Dr K – 2020 graduate experience
Dr K was due to graduate from medical school on July 7 2020; instead he graduated on April 1, and was given GMC registration 48 hours later. Shortly afterwards he was working in an acute care hospital as a 2020 UK graduate on a three-month placement.
Departmental teaching for foundation doctors was cancelled at the hospital and core teaching went virtual. Instead Dr K described how he had the ‘steepest of learning curves’ on a COVID-19 admissions medical ward, clerking patients.
Despite the lack of formal tuition, he said the hands-on teaching, coupled with support from F1 doctors to consultants, meant that he had the best learning experience possible.
He says, ‘I think we are probably the best prepared cohort of F1's there has ever been. I'm going to be a very strong advocate for this role continuing in years to come, even if there isn't a pandemic.
‘I felt supported in that learning, not just dumped in at the deep end and get on with the job.’
He says every patient he saw was then reviewed by a more experienced doctor. ‘That is the best learning experience you can have, because you've just seen a patient, you've gone through a series of thought processes in your head, and then you're with a consultant or a registrar, who's perhaps got a little bit more time, who can go through the same thought process as you've had and pick out perhaps where they might have thought something different or changed something.’
Three months on, he has just begun his Foundation 1 placement within the same NHS health board. ‘It meant that starting day one on Wednesday, it was just like another day in the office. And that's how I think it should feel after six years of medical school.’
He found that because of the coronavirus (COVID-19) pandemic, there were actually more ‘hands on deck’ – the registrars who had been doing lab/research work came back to clinical duties; the consultants were doing more telephone clinics and so had more time.
The F1 doctors were particularly helpful to him, answering questions when he got stuck, and preventing him feel out of his depth – which he understood was not the norm.

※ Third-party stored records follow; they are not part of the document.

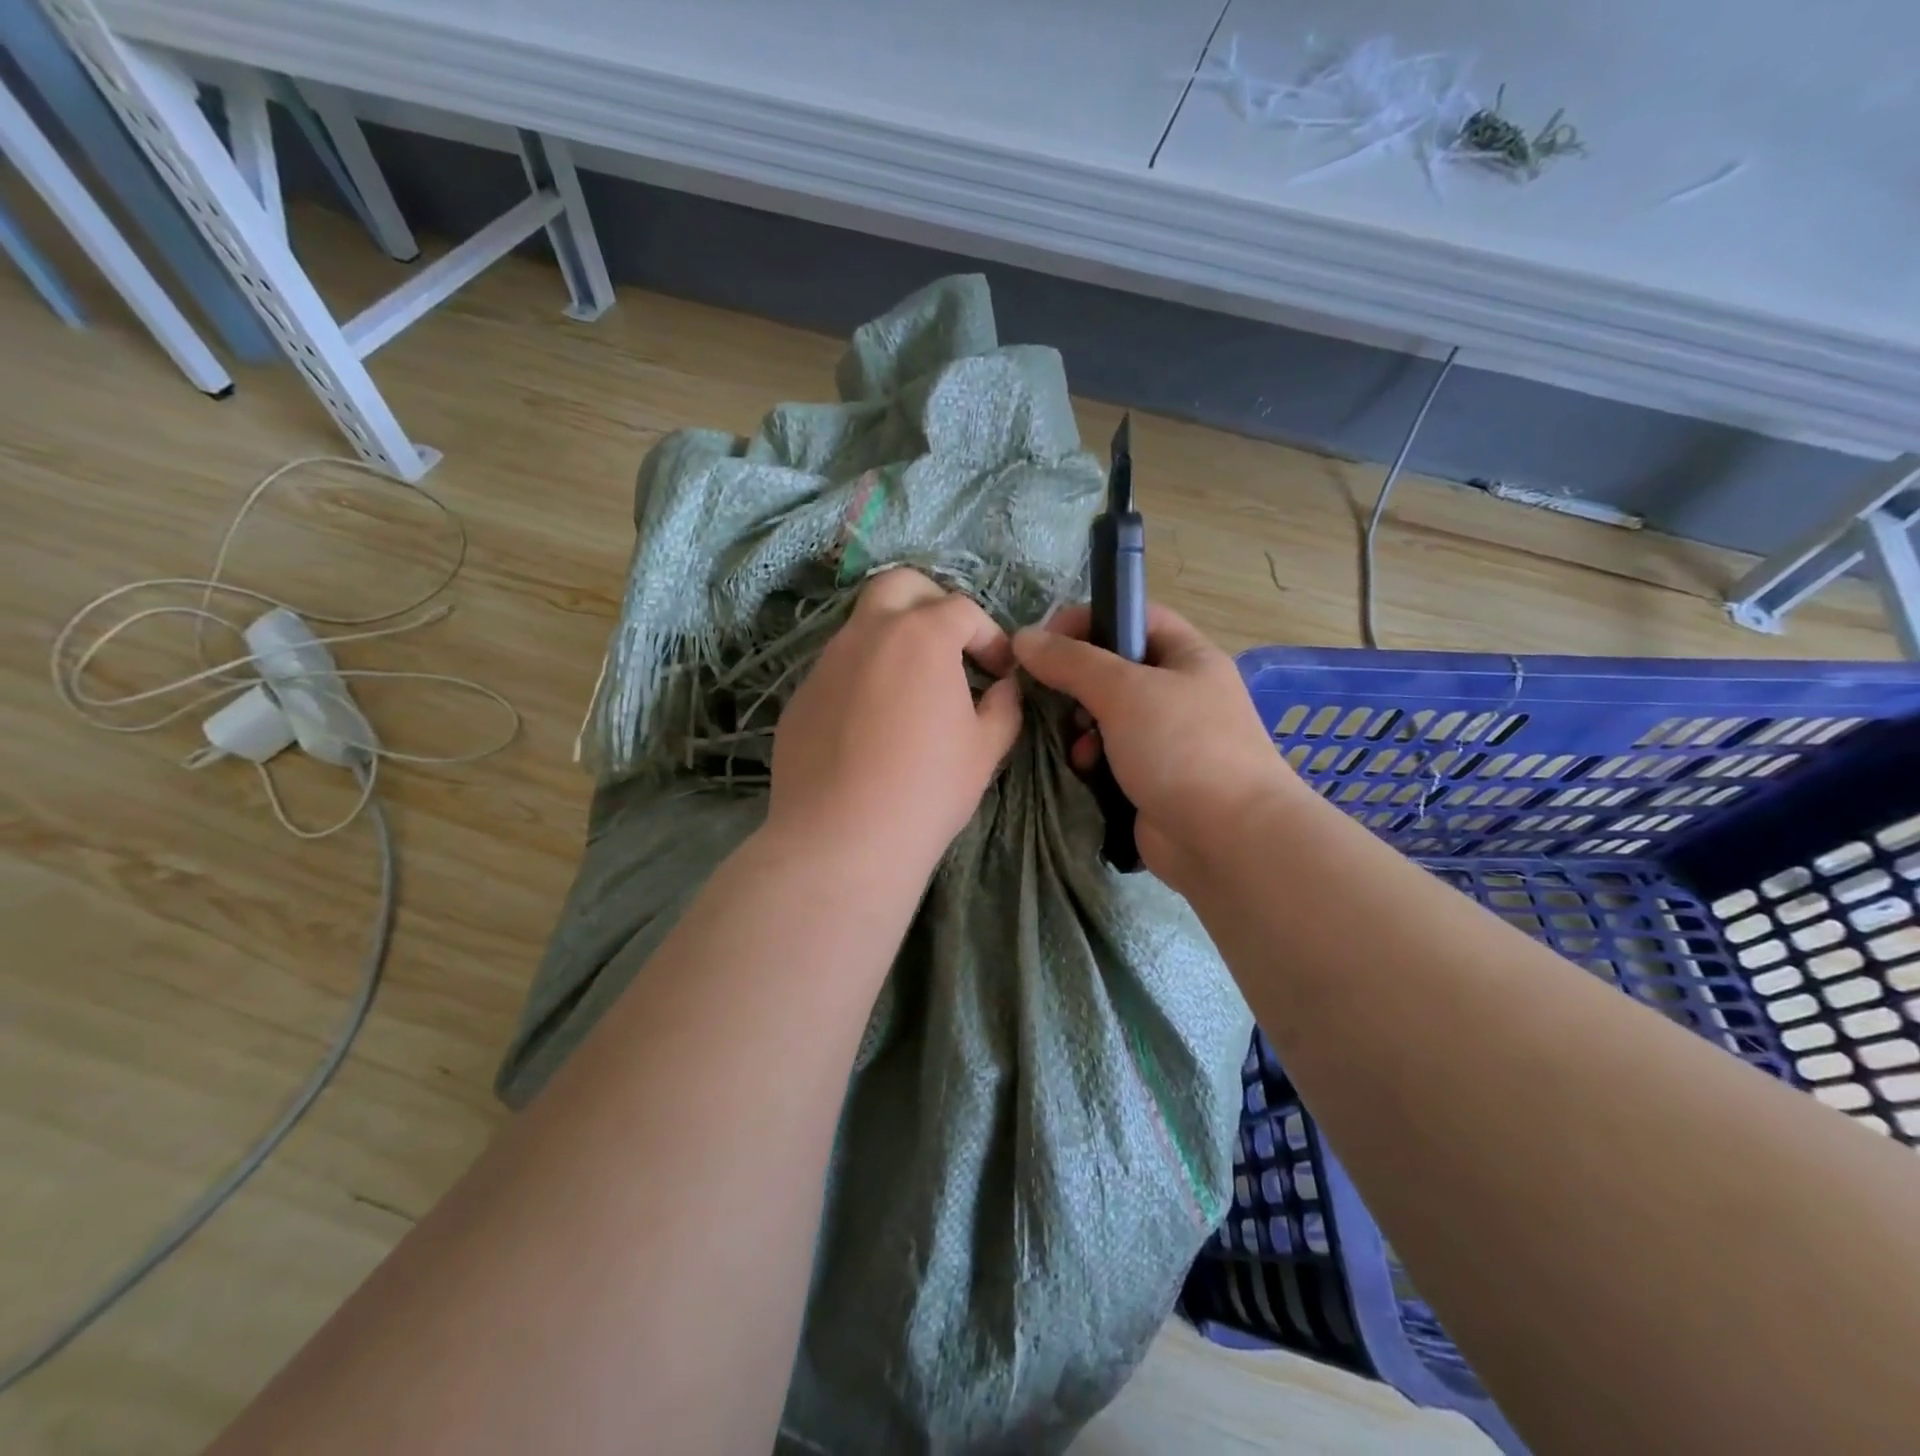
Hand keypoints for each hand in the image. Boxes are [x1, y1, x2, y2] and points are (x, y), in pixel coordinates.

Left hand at [767, 568, 1022, 875]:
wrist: (843, 839)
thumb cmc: (927, 789)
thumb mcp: (986, 749)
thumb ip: (1003, 706)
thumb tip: (1002, 687)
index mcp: (920, 636)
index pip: (963, 610)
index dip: (990, 636)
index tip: (1000, 671)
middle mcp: (867, 634)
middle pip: (899, 586)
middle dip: (931, 602)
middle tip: (950, 646)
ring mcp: (826, 664)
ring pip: (862, 627)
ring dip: (893, 641)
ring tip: (912, 691)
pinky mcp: (800, 697)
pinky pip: (838, 671)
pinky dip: (863, 678)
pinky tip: (872, 725)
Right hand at [1012, 604, 1300, 892]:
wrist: (1228, 839)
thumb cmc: (1182, 748)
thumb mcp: (1124, 691)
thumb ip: (1071, 661)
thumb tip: (1023, 637)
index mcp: (1187, 657)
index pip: (1133, 615)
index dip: (1088, 618)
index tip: (1044, 641)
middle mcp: (1179, 693)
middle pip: (1114, 669)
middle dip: (1077, 682)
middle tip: (1050, 696)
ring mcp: (1167, 740)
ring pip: (1106, 716)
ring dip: (1081, 726)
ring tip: (1076, 742)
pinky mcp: (1151, 779)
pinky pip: (1109, 756)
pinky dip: (1092, 760)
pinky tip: (1086, 771)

‘We had this amazing safety blanket of having the people who had just done that job for eight months around us, which you don't normally get when you start on day one in August, because they have then moved on to a different job. Although I've never done it the other way around, from my experience speaking to other people, the level of support, even though we were in the middle of a pandemic, was so much greater than it normally is.’
Consultants were supportive, both clinically - with an acute medical consultant on 24 hours a day, seven days a week – and in terms of trainees’ welfare. A pre-ward round chat was established, not to discuss clinical matters or handover but to ask how everyone was doing. Some consultants were better than others but the fact that they made that effort was appreciated and novel.
This empathy for trainees may have been generated in part because consultants were having to make decisions on little evidence in stressful situations, bringing back memories of feeling a little out of their depth as trainees themselves. This brought them closer together.
He says, ‘I think they were aware of how strange a time it was, and even for them, they were feeling stresses that they perhaps hadn't felt in their careers for a while. Not having clear guidelines on how to make quite important decisions, and actually, some things being a case of, "I've read a few papers that said this has worked, so we're going to try that."
‘But perhaps, that made them feel a little bit close to us, maybe, because a lot of the time, we're making decisions that, even though they might be guideline driven, we haven't actually implemented them before, we haven't seen the results, that we feel very out of our depth a lot of the time.’
He felt part of the medical team, being rota'd, paid and relied upon by the other doctors rather than just a medical student on an apprenticeship on the periphery. The wider team of nurses and allied health professionals worked well with them and everyone looked out for each other.
Dr K, who gone straight from A levels to medical school without travelling, intends to take a pause in his training after Foundation stage 2 because opportunities to travel were cut when his elective was cancelled due to the pandemic.
But his career plans – to become an ENT surgeon - have not changed. He admits that he was considering not going into medicine after medical school because he assumed it was going to be ‘very scary and very unsupported’ to the point where he was very close to doing a PhD. The reality has been very different. ‘I've had a fantastic experience.’